# [WORK TO BE COMPLETED]
Wherever a line holds the word "Profesor", copy that line from the data.

# [EXTRACTED RECORDS]
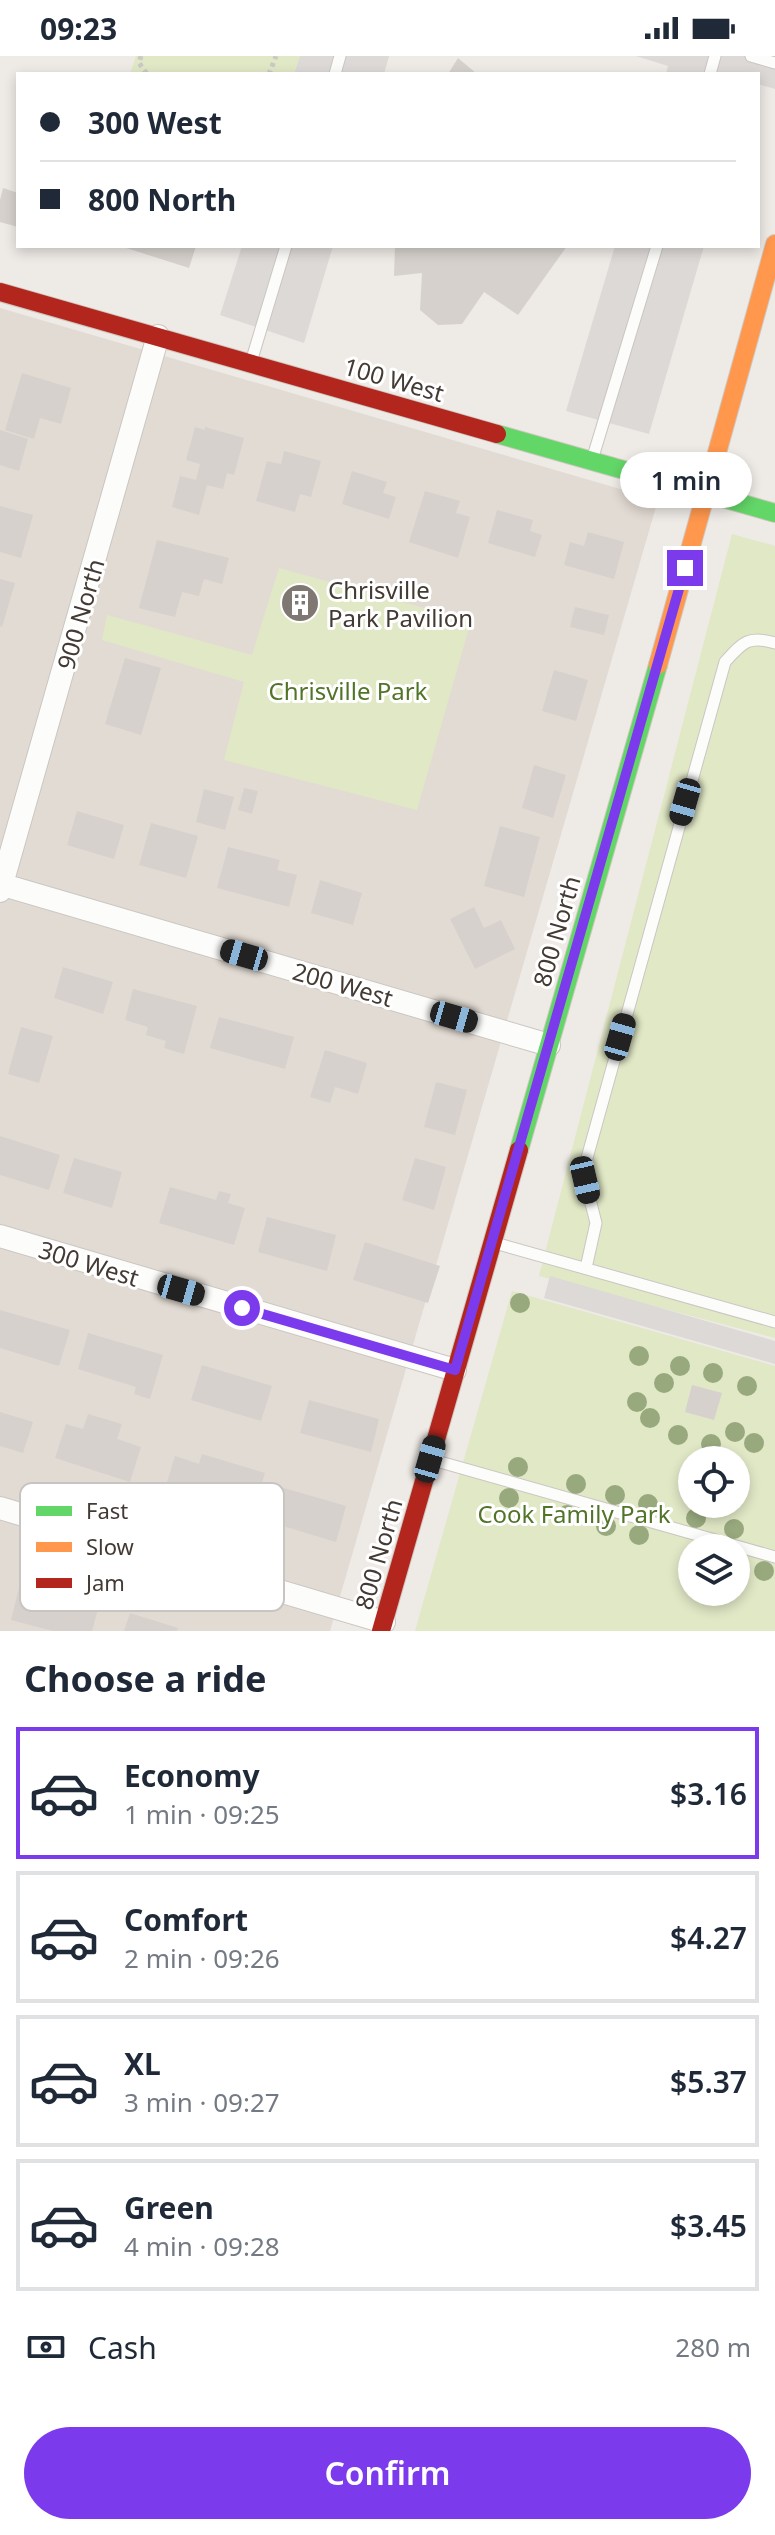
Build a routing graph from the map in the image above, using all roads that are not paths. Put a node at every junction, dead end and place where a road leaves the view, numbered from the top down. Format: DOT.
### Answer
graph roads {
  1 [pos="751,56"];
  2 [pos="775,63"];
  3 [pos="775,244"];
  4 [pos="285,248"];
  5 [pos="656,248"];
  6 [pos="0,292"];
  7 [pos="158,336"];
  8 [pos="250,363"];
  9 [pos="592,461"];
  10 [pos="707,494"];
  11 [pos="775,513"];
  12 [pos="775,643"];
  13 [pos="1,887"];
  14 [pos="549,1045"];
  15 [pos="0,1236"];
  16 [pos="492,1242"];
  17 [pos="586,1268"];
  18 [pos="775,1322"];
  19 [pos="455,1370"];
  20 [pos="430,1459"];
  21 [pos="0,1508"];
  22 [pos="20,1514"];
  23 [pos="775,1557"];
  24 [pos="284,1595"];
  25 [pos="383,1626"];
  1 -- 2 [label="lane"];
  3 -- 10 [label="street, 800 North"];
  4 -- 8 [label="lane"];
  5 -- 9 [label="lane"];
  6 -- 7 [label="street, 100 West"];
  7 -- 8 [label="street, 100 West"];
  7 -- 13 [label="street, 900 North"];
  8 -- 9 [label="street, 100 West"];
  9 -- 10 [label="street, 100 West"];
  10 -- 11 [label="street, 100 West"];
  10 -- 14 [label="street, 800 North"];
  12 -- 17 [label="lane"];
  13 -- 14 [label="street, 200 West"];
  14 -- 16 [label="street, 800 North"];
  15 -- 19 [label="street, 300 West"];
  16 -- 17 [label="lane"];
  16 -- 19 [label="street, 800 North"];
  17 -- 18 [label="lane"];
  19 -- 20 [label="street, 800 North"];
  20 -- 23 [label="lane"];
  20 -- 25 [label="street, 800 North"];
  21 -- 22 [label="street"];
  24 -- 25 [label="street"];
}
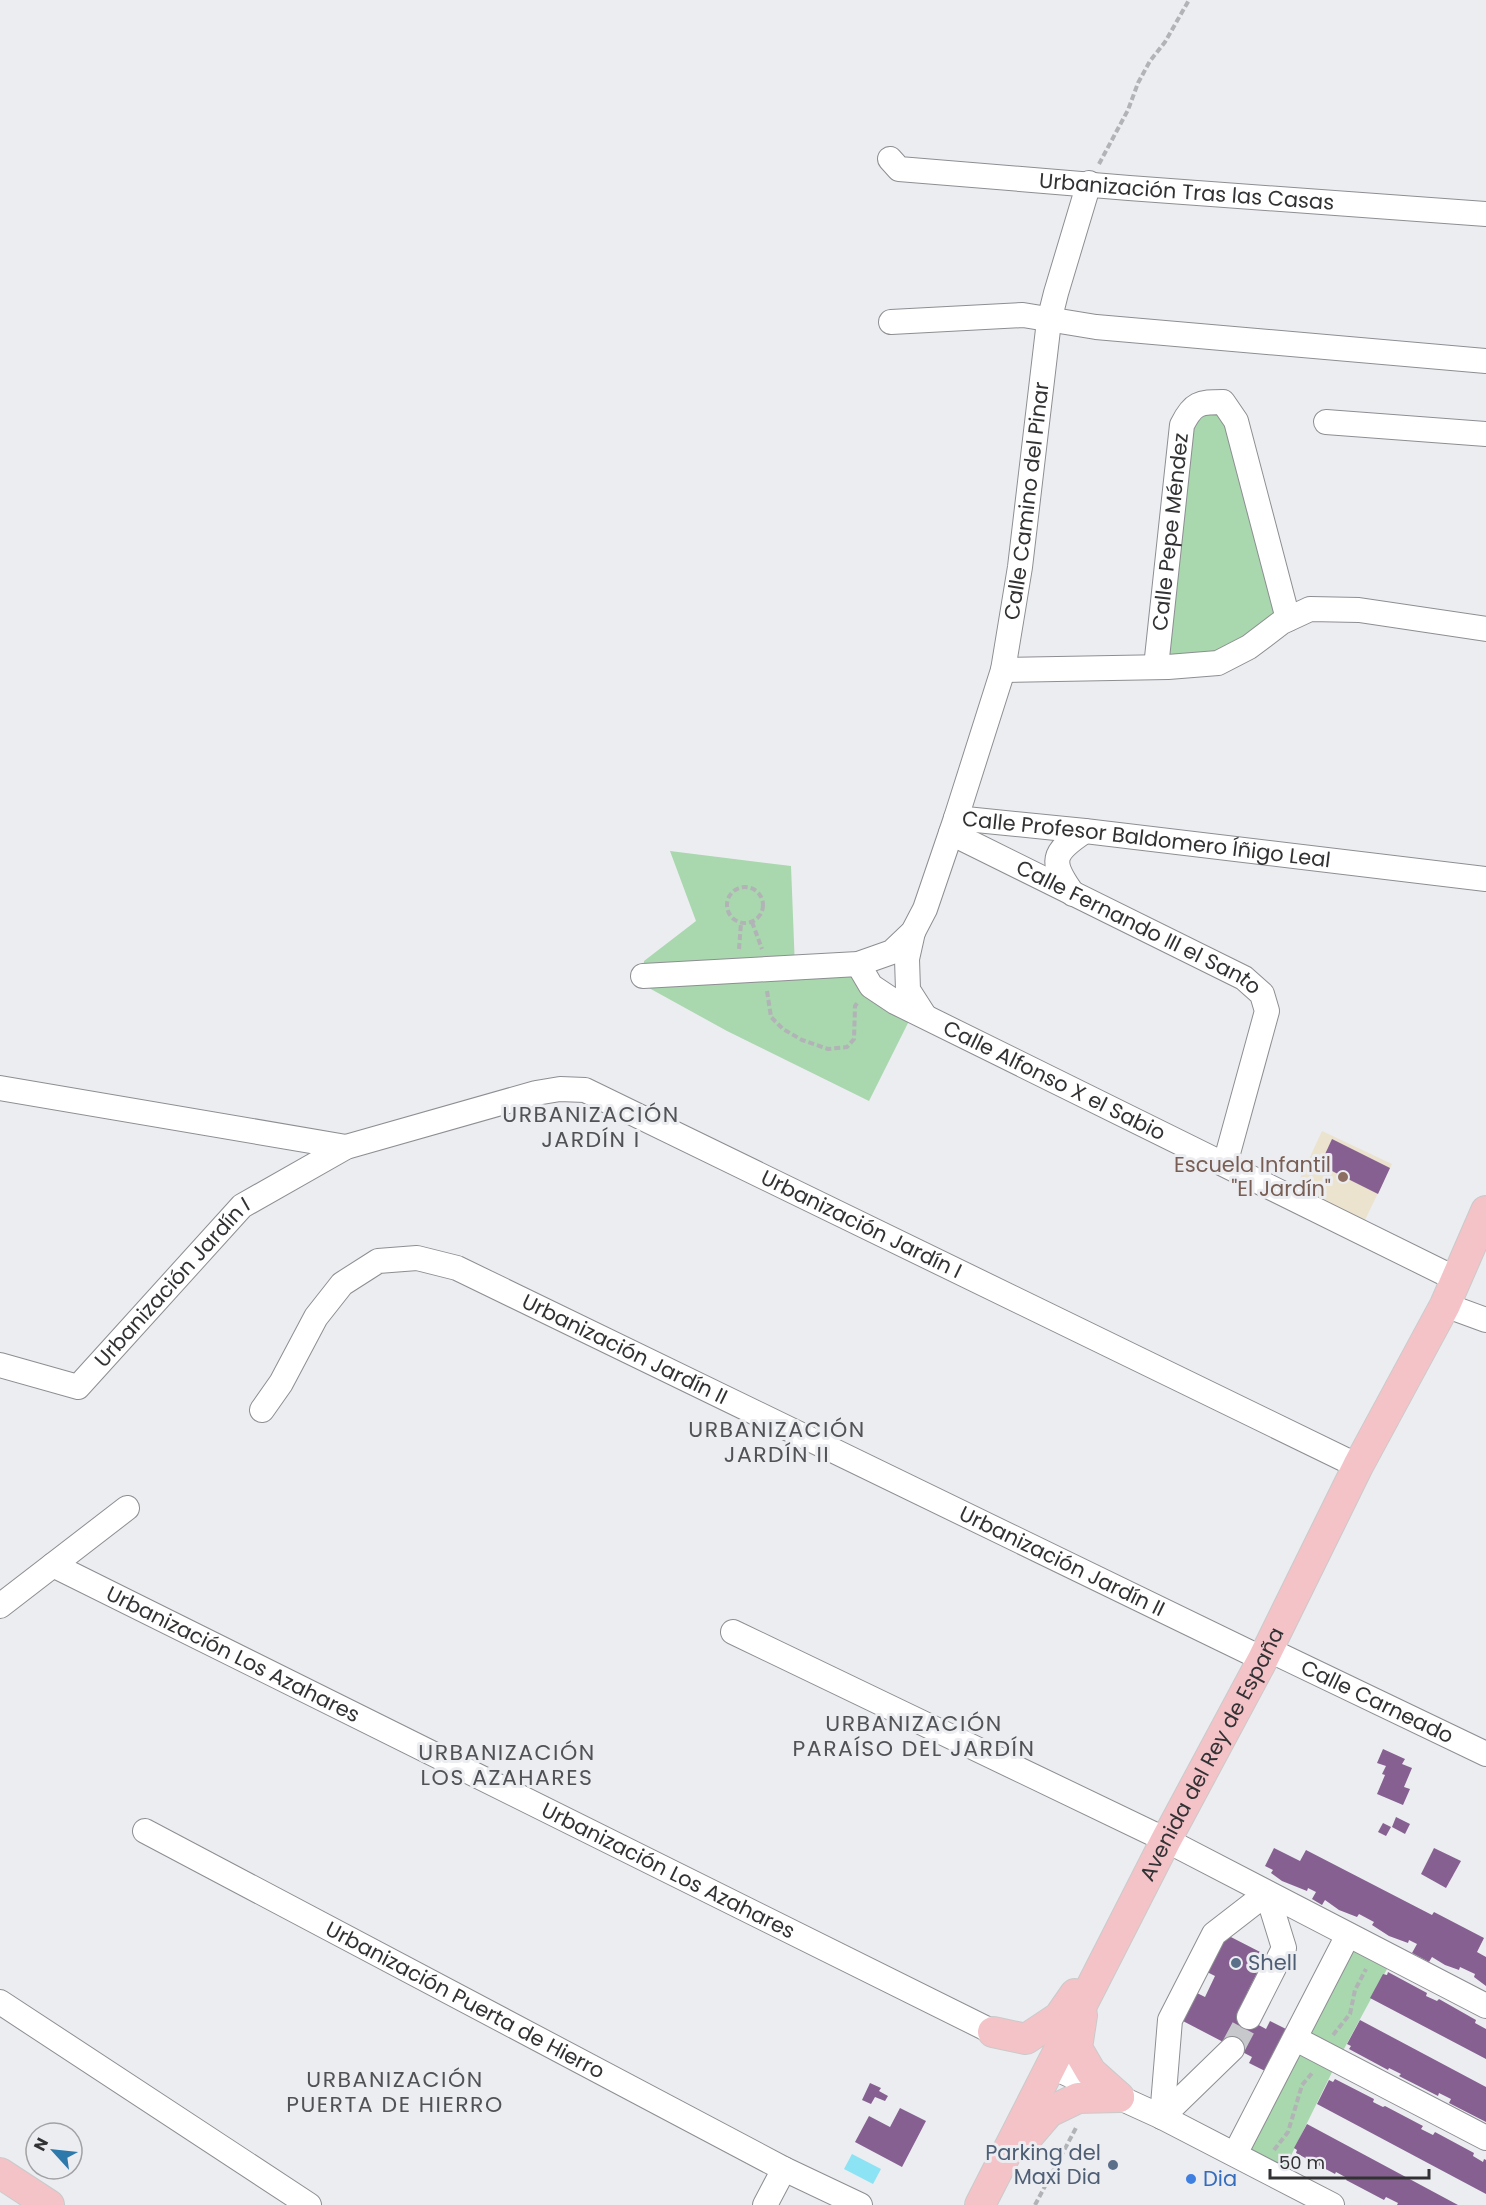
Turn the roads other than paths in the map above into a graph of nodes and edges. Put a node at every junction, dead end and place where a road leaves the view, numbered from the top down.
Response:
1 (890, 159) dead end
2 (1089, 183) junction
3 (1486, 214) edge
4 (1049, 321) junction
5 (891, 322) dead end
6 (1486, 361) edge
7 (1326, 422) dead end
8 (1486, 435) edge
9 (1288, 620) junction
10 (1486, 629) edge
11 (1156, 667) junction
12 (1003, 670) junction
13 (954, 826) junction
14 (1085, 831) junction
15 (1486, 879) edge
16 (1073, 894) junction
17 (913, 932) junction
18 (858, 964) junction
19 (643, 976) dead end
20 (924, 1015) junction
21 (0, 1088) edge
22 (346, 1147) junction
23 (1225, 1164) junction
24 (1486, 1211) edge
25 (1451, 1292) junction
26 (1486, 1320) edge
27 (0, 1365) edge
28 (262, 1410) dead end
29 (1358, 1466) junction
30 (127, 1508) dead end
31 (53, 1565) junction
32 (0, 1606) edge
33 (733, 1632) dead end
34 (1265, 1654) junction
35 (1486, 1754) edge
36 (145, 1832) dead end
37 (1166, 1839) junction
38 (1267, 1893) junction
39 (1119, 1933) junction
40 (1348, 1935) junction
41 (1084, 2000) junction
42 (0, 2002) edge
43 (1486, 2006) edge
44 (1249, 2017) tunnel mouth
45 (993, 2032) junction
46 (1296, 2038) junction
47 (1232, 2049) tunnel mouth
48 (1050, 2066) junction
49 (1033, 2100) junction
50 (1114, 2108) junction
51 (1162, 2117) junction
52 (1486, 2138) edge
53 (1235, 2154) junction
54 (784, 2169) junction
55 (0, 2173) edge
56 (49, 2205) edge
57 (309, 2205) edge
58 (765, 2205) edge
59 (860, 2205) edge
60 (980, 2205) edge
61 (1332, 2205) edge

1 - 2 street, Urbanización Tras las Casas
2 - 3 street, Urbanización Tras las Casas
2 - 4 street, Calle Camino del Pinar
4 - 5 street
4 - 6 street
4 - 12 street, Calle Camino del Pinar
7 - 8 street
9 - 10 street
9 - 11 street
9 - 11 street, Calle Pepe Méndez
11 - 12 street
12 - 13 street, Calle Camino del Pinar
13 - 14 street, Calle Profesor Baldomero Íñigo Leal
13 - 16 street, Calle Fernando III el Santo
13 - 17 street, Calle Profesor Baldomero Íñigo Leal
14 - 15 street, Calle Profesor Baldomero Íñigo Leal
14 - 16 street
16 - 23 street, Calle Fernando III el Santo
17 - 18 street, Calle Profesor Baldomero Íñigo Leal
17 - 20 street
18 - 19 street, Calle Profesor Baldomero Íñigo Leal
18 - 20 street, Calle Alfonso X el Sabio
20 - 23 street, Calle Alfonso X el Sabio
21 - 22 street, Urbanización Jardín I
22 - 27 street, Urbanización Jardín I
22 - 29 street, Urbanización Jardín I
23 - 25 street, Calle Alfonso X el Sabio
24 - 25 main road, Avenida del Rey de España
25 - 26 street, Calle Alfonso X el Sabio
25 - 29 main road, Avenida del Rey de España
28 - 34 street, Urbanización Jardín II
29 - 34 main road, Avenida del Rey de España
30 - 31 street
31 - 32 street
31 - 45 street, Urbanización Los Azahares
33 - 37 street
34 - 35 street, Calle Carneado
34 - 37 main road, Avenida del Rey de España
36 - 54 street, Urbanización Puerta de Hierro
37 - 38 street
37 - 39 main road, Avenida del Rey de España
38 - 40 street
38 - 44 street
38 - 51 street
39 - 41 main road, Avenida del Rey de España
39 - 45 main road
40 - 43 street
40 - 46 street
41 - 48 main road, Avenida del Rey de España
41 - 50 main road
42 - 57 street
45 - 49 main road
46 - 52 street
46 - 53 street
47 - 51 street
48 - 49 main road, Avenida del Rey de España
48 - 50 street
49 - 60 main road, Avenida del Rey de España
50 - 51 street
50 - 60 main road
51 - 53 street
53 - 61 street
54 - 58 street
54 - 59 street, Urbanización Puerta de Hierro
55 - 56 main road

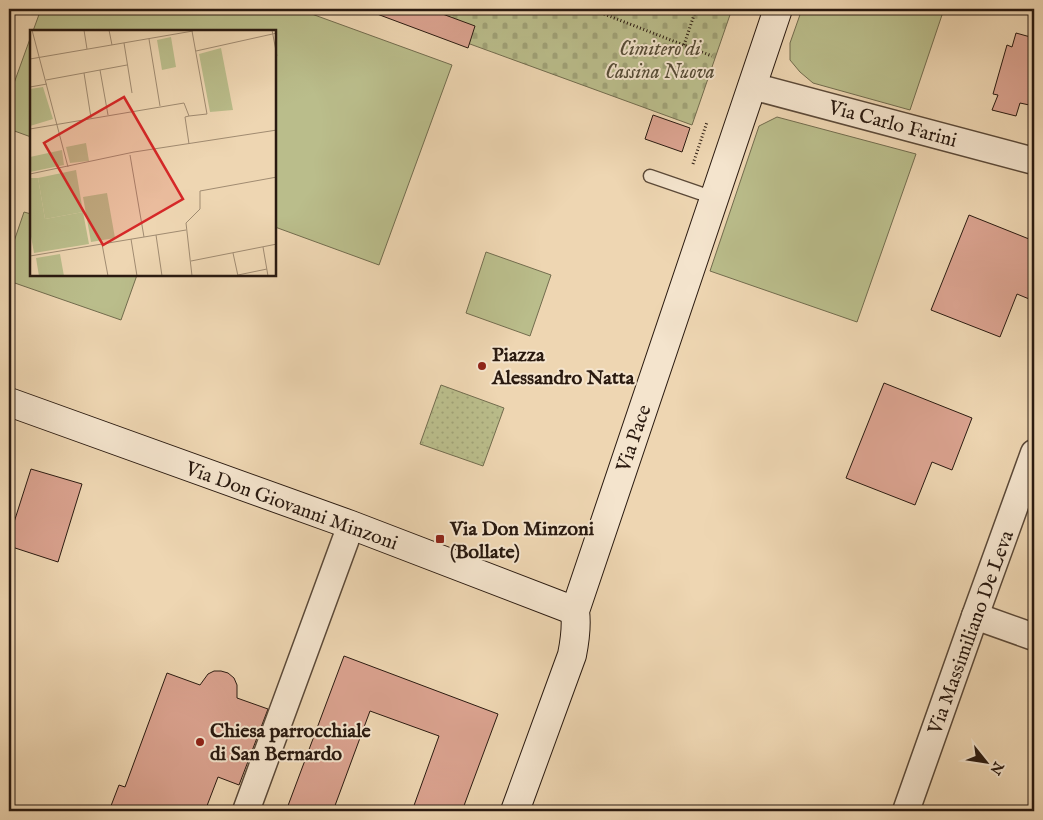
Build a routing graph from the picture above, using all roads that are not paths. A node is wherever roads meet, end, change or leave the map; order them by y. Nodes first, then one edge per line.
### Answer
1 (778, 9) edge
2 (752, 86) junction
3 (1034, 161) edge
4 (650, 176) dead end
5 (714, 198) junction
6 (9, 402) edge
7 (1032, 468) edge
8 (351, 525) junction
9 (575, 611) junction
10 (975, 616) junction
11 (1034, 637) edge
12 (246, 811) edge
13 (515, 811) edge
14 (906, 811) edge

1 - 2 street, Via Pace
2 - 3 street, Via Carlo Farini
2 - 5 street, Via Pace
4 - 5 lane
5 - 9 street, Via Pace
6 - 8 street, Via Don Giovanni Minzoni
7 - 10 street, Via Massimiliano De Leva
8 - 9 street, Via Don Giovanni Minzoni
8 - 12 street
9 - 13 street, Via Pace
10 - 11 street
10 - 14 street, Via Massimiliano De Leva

# [SOLUTION TO THIS TASK]
13 - 14 street, Calle Profesor Baldomero Íñigo Leal
13 - 17 street, Calle Profesor Baldomero Íñigo Leal
14 - 15 street, Calle Profesor Baldomero Íñigo Leal
17 - 18 street, Calle Profesor Baldomero Íñigo Leal
18 - 19 street, Calle Profesor Baldomero Íñigo Leal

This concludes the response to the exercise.